Task directions: Which lines of the listing below contain the word "then"? Copy each of them.

Task inputs:
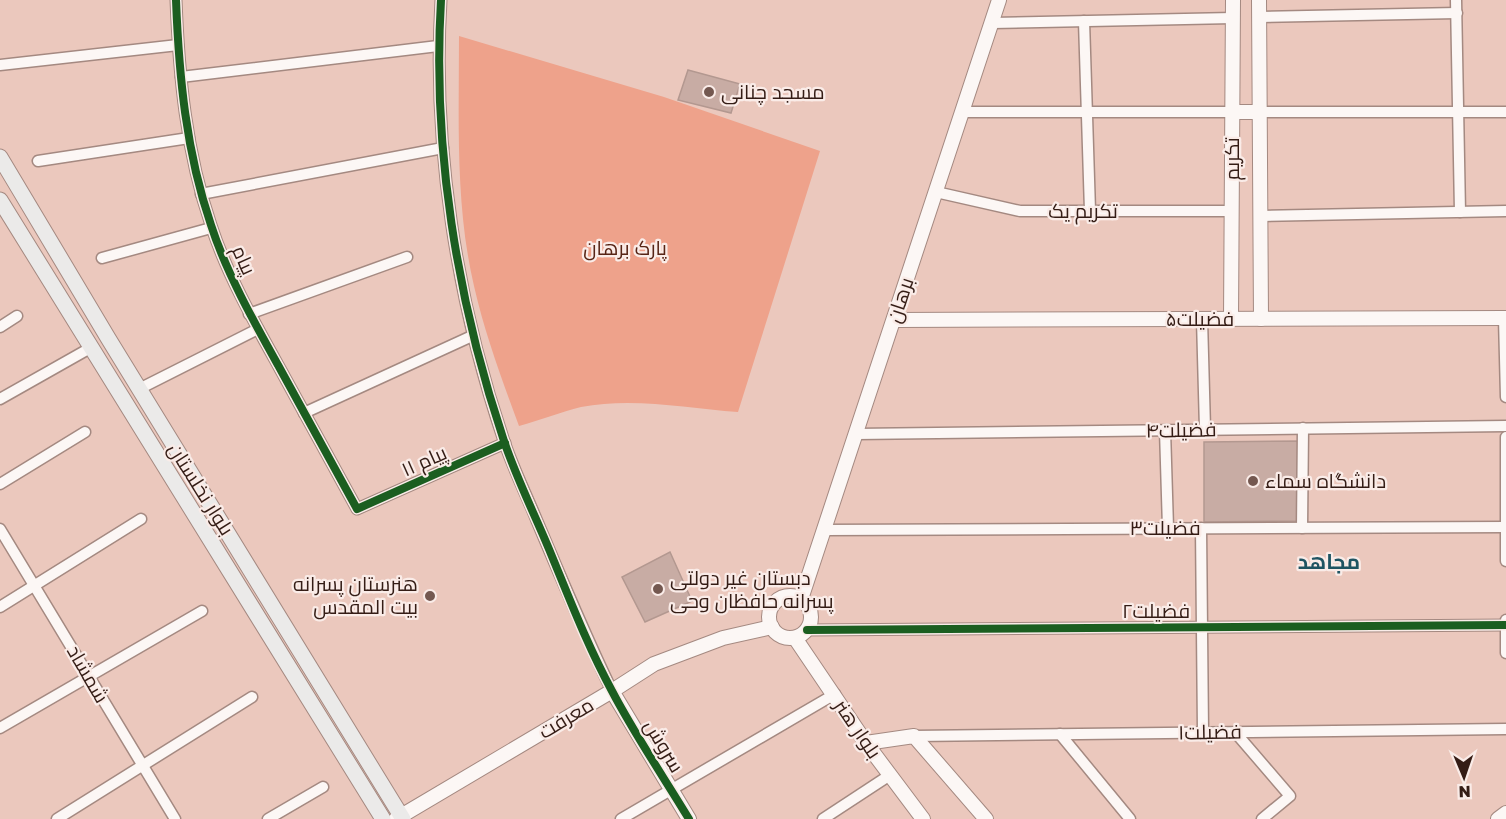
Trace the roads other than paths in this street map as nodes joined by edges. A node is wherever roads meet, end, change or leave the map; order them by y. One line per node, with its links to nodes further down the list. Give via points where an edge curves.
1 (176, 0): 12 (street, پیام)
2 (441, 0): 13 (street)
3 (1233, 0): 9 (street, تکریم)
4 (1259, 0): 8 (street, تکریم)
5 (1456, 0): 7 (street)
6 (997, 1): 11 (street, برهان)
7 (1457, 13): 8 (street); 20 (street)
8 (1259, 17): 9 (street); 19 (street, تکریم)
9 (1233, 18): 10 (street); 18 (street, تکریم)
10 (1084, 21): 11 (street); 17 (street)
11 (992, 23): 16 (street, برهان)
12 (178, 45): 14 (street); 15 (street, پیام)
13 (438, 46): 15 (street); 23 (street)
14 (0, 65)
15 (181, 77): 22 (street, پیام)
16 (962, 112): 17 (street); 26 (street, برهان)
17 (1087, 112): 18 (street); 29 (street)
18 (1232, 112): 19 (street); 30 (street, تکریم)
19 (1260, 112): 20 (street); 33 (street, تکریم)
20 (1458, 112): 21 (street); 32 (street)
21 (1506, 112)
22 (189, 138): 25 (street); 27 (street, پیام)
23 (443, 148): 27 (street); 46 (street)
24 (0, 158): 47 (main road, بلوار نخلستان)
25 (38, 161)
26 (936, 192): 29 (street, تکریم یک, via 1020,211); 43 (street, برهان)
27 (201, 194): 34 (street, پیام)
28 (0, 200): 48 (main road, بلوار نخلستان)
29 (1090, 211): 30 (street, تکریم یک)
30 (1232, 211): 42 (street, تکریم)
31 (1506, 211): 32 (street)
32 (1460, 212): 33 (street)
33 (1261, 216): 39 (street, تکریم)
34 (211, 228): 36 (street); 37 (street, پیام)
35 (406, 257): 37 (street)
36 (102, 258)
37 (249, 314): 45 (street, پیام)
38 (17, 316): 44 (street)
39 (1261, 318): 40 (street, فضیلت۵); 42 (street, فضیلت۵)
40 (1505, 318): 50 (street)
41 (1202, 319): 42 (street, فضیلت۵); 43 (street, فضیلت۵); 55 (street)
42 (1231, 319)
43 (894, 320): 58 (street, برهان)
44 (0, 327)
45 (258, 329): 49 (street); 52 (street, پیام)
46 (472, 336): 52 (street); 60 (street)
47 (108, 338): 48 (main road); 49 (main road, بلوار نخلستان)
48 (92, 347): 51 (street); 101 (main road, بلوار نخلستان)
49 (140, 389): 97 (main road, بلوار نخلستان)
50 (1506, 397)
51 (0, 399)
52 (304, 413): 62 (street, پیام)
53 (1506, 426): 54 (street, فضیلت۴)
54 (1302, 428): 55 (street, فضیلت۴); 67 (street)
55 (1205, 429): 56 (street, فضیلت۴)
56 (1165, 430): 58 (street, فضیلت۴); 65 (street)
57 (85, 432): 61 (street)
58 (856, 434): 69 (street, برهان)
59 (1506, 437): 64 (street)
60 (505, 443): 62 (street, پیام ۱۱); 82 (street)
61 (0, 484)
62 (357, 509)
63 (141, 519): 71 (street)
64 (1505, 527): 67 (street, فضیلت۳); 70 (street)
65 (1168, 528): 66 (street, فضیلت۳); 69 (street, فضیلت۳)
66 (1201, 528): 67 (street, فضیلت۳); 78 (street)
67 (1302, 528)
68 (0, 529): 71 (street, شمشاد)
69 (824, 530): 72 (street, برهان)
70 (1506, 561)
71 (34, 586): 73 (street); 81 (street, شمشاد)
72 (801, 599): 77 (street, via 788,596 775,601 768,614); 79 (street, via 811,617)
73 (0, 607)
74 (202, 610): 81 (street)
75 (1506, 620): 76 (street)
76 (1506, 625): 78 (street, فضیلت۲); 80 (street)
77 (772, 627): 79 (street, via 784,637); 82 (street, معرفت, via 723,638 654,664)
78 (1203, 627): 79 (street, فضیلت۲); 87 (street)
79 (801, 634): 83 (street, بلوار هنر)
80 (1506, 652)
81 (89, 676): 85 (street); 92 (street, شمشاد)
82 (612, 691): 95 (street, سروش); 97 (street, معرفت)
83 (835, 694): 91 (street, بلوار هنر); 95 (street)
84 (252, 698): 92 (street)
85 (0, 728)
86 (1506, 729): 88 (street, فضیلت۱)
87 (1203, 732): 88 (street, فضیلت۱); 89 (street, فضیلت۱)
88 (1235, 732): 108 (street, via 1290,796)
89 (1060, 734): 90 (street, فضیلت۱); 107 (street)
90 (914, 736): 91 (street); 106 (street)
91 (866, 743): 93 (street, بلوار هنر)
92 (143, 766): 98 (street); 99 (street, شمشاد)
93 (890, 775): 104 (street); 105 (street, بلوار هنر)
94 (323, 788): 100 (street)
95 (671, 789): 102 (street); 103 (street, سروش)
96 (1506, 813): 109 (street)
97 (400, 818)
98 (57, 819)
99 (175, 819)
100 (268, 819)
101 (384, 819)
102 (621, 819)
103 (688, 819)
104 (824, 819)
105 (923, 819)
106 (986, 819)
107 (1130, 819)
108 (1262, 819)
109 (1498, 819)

---

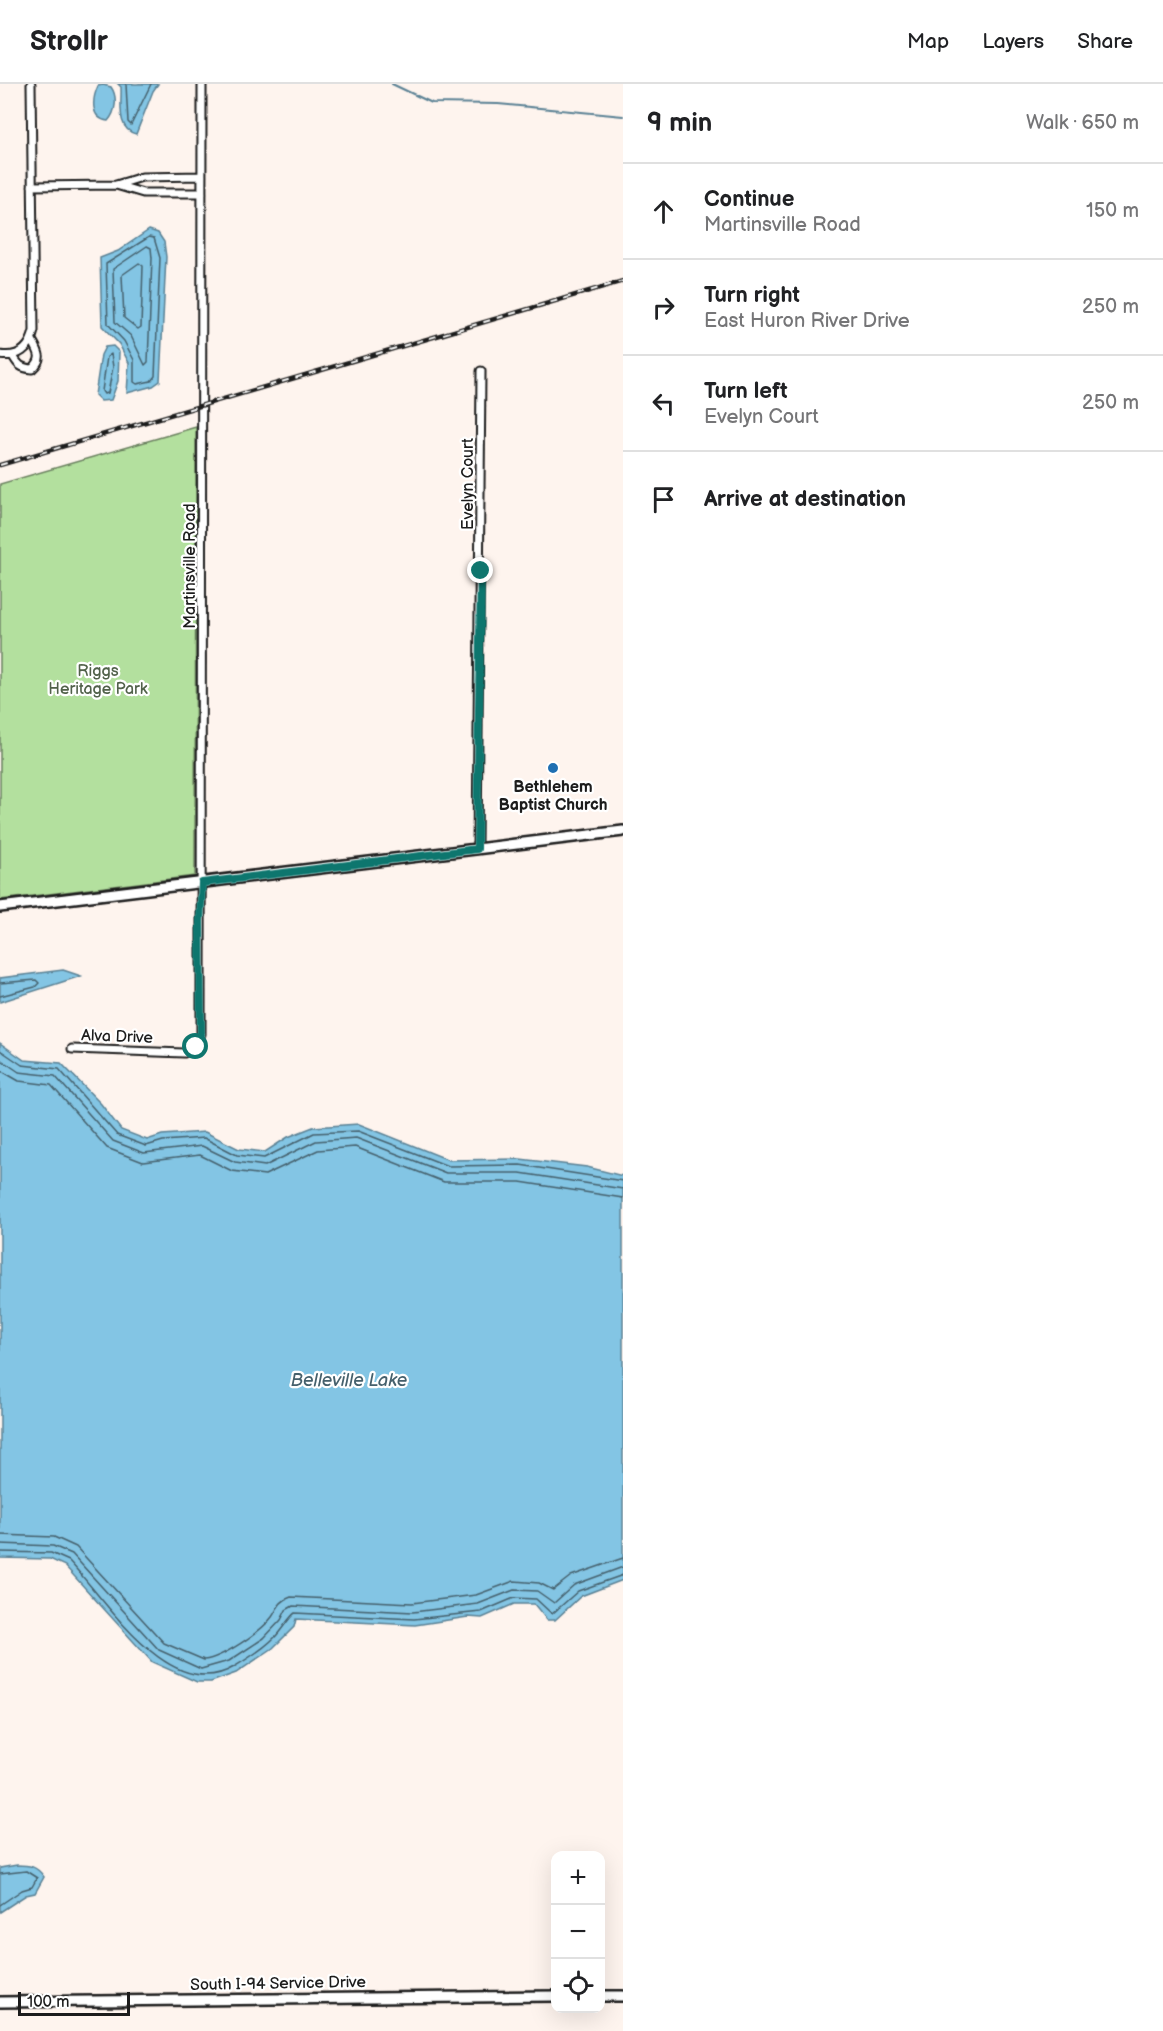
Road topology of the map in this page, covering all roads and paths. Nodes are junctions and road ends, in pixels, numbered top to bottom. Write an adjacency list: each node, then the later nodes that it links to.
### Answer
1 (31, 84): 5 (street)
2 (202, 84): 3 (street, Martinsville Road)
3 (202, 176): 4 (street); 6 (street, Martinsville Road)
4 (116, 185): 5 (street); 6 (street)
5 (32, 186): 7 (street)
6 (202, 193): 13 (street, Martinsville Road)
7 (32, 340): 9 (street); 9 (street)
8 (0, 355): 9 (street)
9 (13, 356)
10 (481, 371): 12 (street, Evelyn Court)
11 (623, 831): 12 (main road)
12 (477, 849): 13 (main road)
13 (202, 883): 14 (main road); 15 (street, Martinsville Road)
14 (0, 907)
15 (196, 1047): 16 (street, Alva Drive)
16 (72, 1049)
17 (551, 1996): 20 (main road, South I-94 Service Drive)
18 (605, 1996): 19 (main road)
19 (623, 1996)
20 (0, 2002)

...

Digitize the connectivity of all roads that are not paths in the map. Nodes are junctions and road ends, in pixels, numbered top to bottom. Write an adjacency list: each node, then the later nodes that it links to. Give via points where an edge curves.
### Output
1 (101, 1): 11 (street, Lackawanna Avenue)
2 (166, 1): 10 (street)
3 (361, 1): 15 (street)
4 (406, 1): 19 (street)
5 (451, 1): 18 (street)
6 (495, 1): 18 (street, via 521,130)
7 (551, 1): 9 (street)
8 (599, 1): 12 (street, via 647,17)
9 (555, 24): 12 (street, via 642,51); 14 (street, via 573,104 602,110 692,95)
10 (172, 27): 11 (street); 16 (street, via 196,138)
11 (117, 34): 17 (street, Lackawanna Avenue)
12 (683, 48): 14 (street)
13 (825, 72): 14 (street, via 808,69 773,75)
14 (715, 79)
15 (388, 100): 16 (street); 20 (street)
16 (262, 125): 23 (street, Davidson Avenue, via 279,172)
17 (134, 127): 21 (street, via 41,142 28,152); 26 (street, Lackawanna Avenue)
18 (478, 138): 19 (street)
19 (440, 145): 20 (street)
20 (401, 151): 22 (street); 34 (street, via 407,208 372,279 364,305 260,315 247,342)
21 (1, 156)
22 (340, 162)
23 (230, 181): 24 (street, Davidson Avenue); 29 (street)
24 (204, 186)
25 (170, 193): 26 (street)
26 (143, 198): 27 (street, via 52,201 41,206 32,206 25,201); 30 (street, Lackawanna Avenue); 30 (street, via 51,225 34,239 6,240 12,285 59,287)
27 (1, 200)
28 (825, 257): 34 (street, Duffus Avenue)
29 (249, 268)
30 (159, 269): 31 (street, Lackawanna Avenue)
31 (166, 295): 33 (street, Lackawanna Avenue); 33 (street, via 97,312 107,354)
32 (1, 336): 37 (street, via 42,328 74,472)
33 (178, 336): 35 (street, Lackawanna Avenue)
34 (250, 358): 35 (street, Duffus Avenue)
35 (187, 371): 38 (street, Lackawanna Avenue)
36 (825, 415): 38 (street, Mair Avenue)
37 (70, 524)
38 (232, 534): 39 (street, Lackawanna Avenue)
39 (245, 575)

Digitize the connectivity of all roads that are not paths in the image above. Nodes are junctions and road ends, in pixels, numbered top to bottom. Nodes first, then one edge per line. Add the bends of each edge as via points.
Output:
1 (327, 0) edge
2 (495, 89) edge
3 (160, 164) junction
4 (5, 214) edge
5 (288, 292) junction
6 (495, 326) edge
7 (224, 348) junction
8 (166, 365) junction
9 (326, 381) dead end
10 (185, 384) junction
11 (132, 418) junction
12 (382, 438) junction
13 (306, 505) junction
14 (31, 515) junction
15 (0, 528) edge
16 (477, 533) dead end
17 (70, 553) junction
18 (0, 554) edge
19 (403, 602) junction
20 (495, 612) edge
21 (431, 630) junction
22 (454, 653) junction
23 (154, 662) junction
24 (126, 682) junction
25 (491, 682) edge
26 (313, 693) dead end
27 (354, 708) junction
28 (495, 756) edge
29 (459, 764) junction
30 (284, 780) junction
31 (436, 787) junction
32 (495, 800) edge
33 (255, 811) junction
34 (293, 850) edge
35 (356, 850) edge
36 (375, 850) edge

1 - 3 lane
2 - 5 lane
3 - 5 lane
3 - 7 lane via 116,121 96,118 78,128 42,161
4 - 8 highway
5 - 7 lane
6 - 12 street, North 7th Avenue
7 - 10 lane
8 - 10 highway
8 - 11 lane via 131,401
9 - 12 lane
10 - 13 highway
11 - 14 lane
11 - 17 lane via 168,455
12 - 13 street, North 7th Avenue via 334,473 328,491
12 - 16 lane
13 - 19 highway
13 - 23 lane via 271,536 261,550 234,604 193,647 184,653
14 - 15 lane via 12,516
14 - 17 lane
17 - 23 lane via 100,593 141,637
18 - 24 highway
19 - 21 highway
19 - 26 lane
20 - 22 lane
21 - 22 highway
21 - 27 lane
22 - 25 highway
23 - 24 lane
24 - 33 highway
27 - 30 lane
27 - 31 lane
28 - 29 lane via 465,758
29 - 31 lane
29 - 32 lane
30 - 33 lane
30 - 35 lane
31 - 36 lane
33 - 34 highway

Answer:
Road topology of the map in this page, covering all roads and paths. Nodes are junctions and road ends, in pixels, numbered top to bottom. Write an adjacency list: each node, then the later nodes that it links to.
Digitize the connectivity of all roads that are not paths in the map. Nodes are junctions and road ends, in pixels, numbered top to bottom. Write an adjacency list: each node, then the later nodes that it links to. Give via points where an edge curves.
Digitize the connectivity of all roads that are not paths in the image above. Nodes are junctions and road ends, in pixels, numbered top to bottom. Nodes first, then one edge per line. Add the bends of each edge as via points.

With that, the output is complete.